Epiphénomènes d'une mutation sociétale, fruit de l'économie numérique, les tiers-lieux interpellent les décideurs publics territoriaux sur l'attitude à adopter, de l'intérêt bienveillant à une tutelle complète. L'ouvrage réunissant une équipe pluridisciplinaire de chercheurs présente un matériau empirique original sur cette réalité émergente, encore mal connue : celle de la multiplication des tiers-lieux dans les villes et hors des centres métropolitains.
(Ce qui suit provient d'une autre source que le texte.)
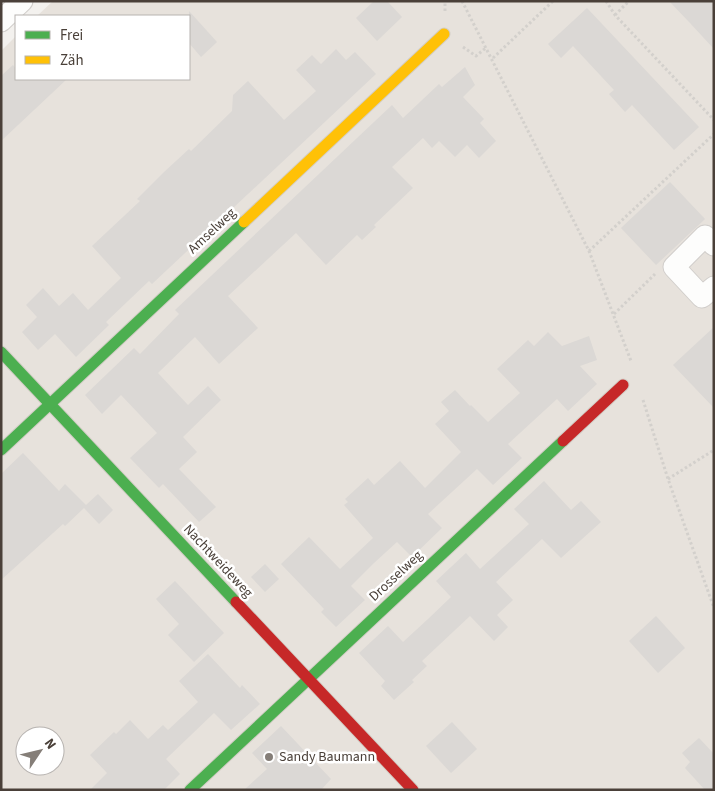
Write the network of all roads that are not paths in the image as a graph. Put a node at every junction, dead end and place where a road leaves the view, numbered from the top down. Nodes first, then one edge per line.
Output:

Il pose de nouvelles questions, encore peu traitées dans la littérature, en s'intéressant à la trajectoire sociale des fondateurs d'espaces de coworking, aux nouvelles manières des jeunes générations de travailleurs du numérique de conjuguer leurs aspirations de liberté et d'épanouissement dans les domaines professionnel et privé, ainsi qu'à leurs nouveaux rapports à la collaboration, au travail, au territoire, à la mobilité et aux questions écologiques.